Cain was not the only person to experience a book burning. But while his family, at least from what I can gather, stuck to the fanaticism track, mine kind of waxed and waned back and forth between fanaticism and more relaxed religiosity. At times, usually when we were in a Baptist Church, our standards would give a little and I could watch PG-13 movies, or read books that had an occasional dirty word, or play video games with a moderate amount of violence. But when we joined more “spirit filled” churches, like the Pentecostal Church or “non-denominational spirit-filled congregations”, the fervor reached its zenith and we would have to gather all the material we had allowed, all the movies and music and books that had meant so much to me in my prepubescence and angsty teenage years, gather them up in one huge monument to the filth of modernity, and after my father had read a particular passage and explained to us the damage that this garbage was doing to our souls (while my mother would speak in tongues and occasionally repeat something my father had said), we would light the match and ceremoniously watch it burn. The smoke rose up to the heavens, like the sacrifices of so many little lambs centuries before us, in praise of God’s holy sanctification of our home.

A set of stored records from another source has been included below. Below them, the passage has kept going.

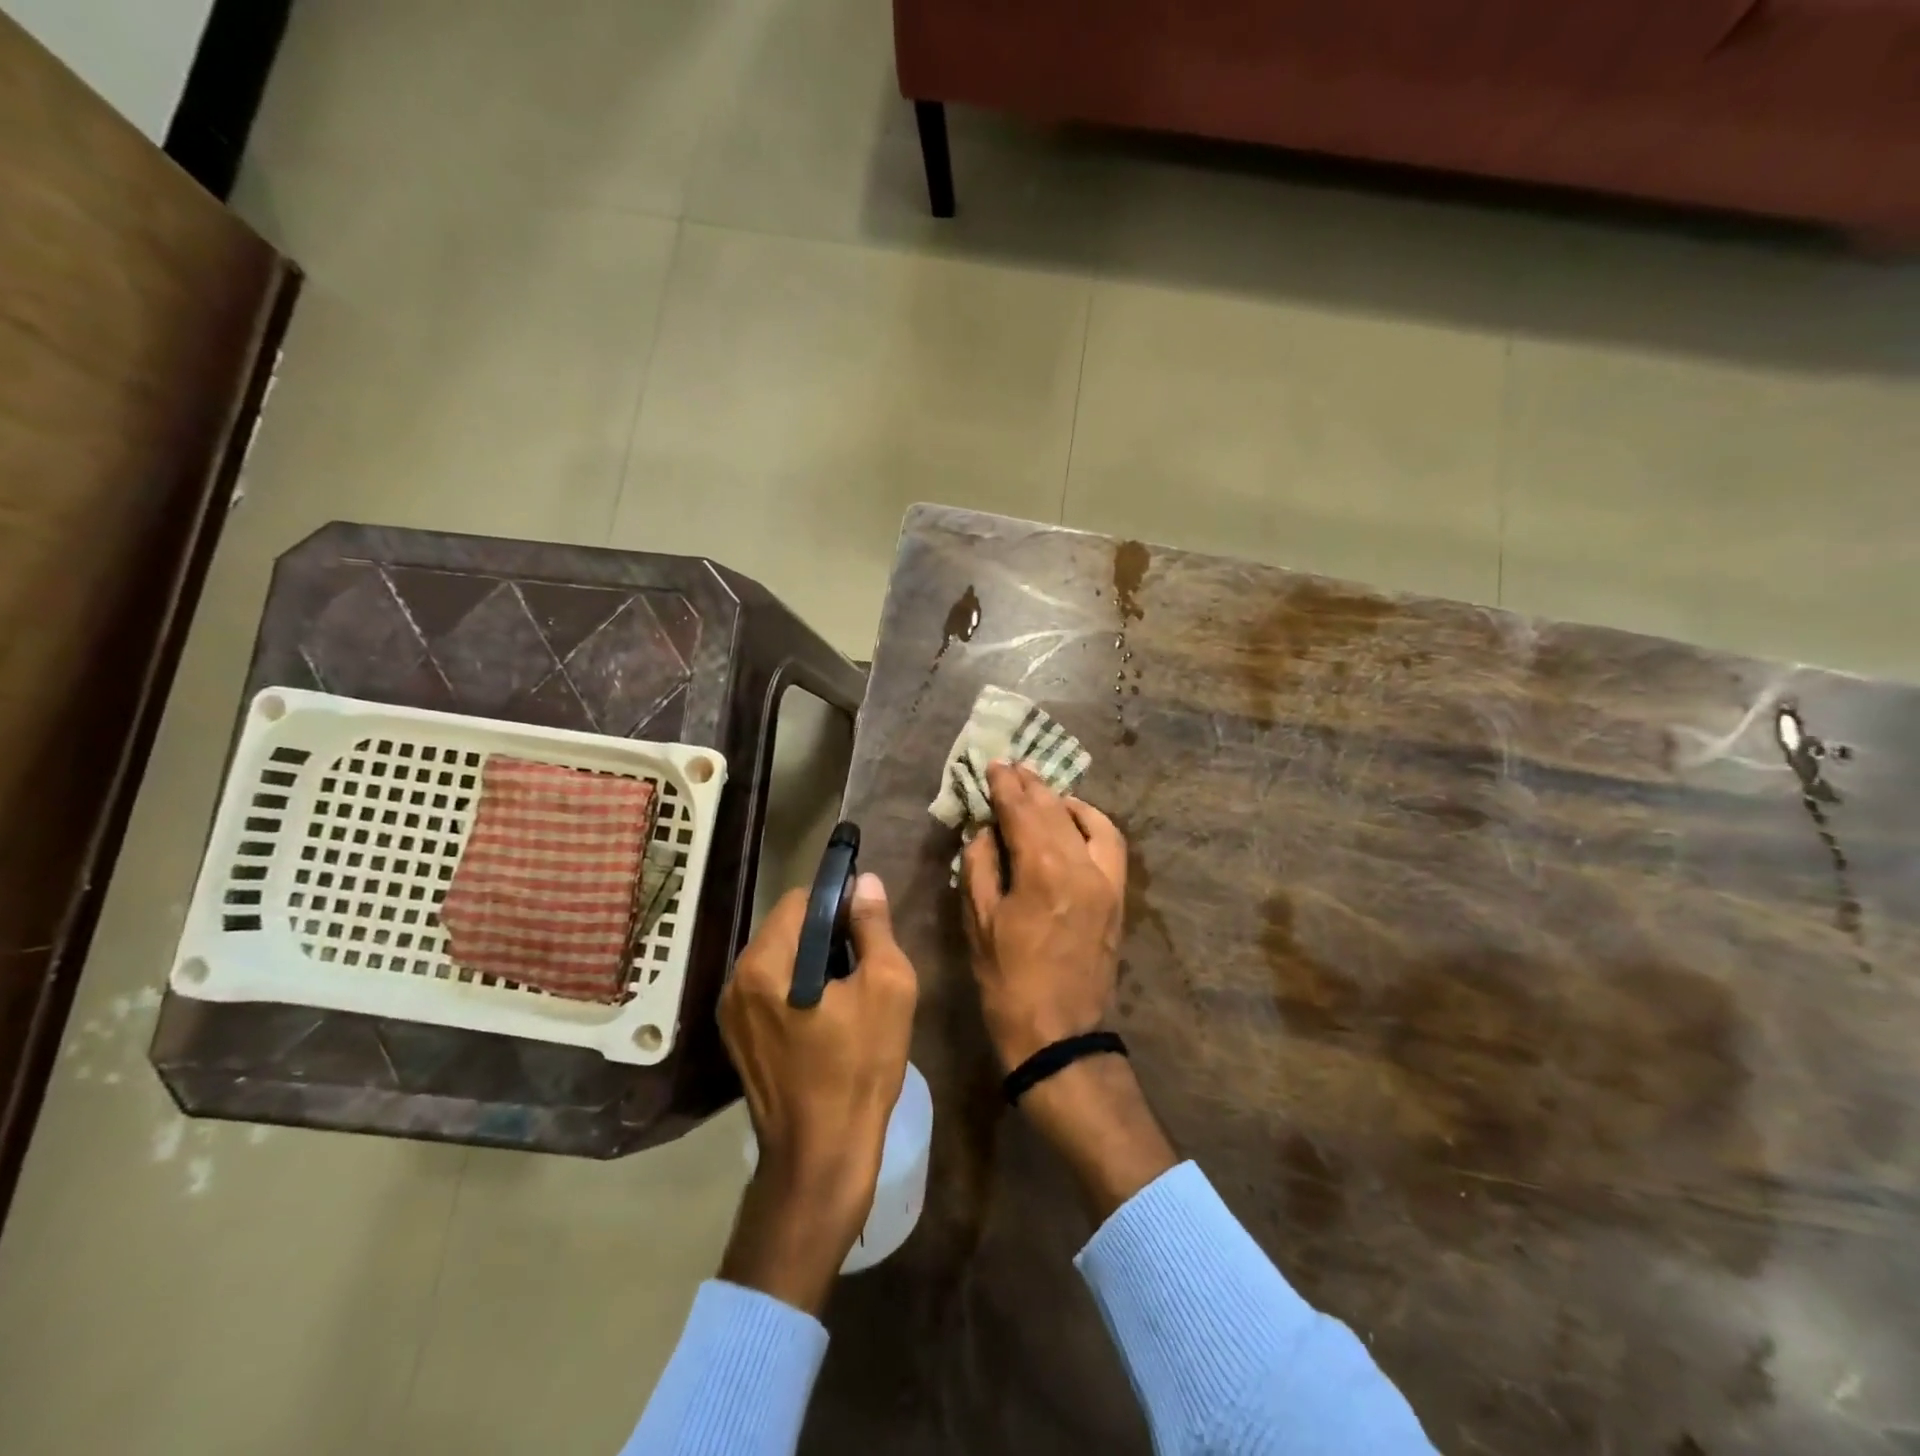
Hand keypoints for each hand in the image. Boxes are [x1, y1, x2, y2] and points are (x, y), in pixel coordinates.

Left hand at [716, 874, 917, 1314]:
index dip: (838, 900)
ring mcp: (732, 1014)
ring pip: (778, 959)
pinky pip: (770, 991)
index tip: (868, 922)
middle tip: (865, 959)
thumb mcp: (887, 987)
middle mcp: (736, 981)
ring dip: (813, 960)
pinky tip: (827, 1017)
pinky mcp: (738, 1040)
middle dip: (826, 932)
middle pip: (786, 928)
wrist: (821, 1158)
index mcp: (765, 964)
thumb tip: (865, 883)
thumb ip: (873, 927)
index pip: (799, 900)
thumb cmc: (859, 1068)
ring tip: (850, 989)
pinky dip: (798, 987)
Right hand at [961, 761, 1127, 1070]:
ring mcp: (1106, 879)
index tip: (993, 765)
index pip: (1021, 810)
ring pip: (1086, 820)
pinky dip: (1091, 822)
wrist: (1059, 1034)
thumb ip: (980, 865)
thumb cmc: (1007, 980)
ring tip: (1041, 789)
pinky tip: (1074, 819)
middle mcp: (1081, 864)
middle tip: (1012, 767)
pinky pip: (1110, 843)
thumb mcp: (979, 922)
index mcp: (1042, 870)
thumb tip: (987, 830)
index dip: (1005, 785)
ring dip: (1061, 799)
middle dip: (1030, 784)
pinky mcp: (1117, 895)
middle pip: (1053, 808)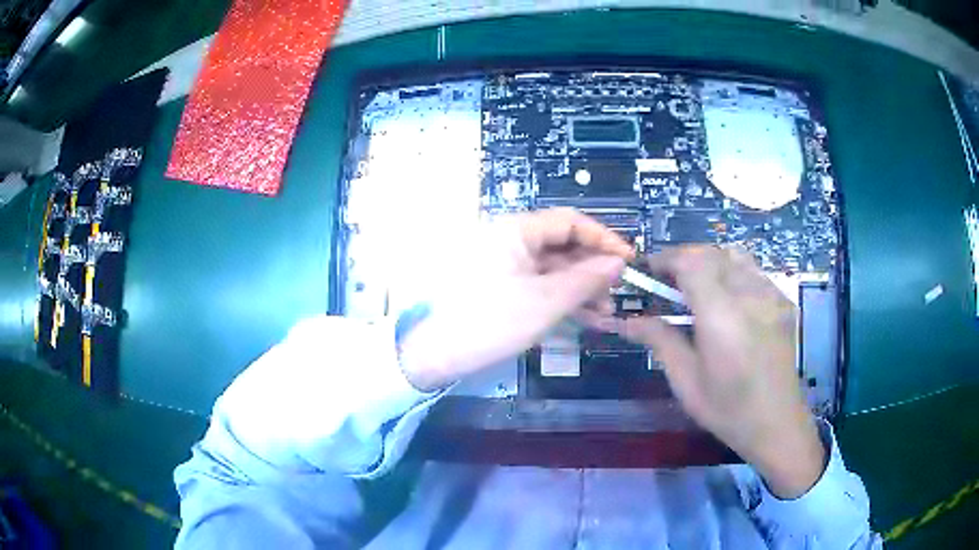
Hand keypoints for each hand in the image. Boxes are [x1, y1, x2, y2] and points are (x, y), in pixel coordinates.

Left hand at [398, 208, 632, 391]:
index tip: (627, 260)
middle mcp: (510, 240)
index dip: (603, 238)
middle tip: (617, 294)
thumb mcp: (544, 301)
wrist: (431, 354)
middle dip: (593, 268)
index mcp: (517, 231)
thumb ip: (586, 279)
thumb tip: (618, 262)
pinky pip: (537, 285)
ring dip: (580, 287)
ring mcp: (503, 265)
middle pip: (562, 245)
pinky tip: (580, 317)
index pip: (570, 221)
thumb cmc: (489, 321)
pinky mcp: (499, 288)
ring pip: (552, 268)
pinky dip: (559, 298)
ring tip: (604, 313)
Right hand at [613, 246, 824, 498]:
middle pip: (712, 253)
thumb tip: (626, 321)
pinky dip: (733, 272)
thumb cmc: (727, 409)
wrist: (777, 423)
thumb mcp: (686, 380)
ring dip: (710, 261)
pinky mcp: (783, 302)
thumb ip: (659, 340)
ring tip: (698, 285)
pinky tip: (728, 300)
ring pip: (735, 255)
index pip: (691, 263)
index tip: (648, 271)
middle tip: (667, 281)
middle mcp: (749, 296)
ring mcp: (771, 296)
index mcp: (721, 316)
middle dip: (684, 258)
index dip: (666, 258)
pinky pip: (754, 271)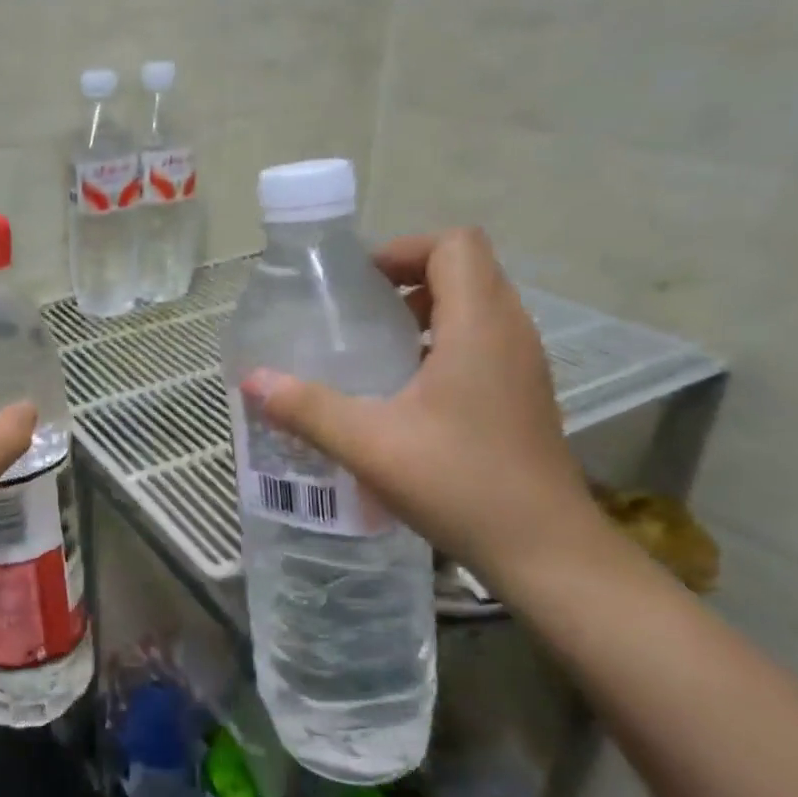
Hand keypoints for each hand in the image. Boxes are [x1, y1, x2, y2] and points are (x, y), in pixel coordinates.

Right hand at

During this time I went along with it, keeping my mouth shut, biting my tongue, and being the image of the perfect son. I learned to be passive, like my father, and never say anything against the orders of the day. I did what they told me to do, rarely got in trouble, read my Bible and prayed before each meal and before bed. In a phrase, I was just like my mother’s tame little domesticated dogs, quietly and eagerly awaiting that reassuring pat on the head and to hear the words “good boy”, because I was tired of potentially being bad all the time, I just wanted to hear that I was doing good. In fact, I don’t even remember the items that I burnt, all those things that had meant so much to me. Because when my parents told me they were evil, they were evil. I burned them willingly. But the only item I specifically remember being burnt was my copy of a role-playing game called Morrowind. In the fictional world of Morrowind, I could be anybody I wanted to be, do anything I wanted to do (good or bad) and change the (fictional) world in any way I saw fit. I was powerful.

You see, I remember burning Morrowind because Morrowind offered me an escape from me, because deep down, any quiet dog hates himself for being quiet, for being passive and docile. They desperately want to run around the house, to bark at cats and passing cars, to pee inside, to dig holes in the yard—they desperately want to be a dog, as a dog should be. But for fear of the words “bad dog”, they whimper, they tuck their tails between their legs and spend half their life pleasing their master, and the other half sleeping away the boredom. With the burning of that video game, I burned the last bridge to my escape.

God still has a taste for blood, but now we sacrifice images instead of animals.

And then came ATI. Advanced Training Institute. Which was really just a cute way of saying “Advanced Brainwashing Propaganda”. My science textbooks told me everything in existence was made in six days. That the earth was six thousand years old. My sociology and psychology (though we didn’t call it those “liberal” titles, they represented to us “worldviews”) taught me that masturbation was homosexuality because I was having sex with myself and I was obviously the same gender as me—an offense worthy of hellfire. Being the teenage boy that I was, of course I was masturbating like the world was ending tomorrow. So though I yearned for heaven, I secretly felt I was destined for Hell. Contraception was evil because it wasn’t trusting God to give you what you need. Any music with a beat was evil, because of some horseshit about Africans being essentially demon worshiping witch doctors who corrupted the white man through Elvis Presley because of his association with the black culture. Not that my parents went all that far, but still, these were the people we associated with, and some of it rubbed off on my parents.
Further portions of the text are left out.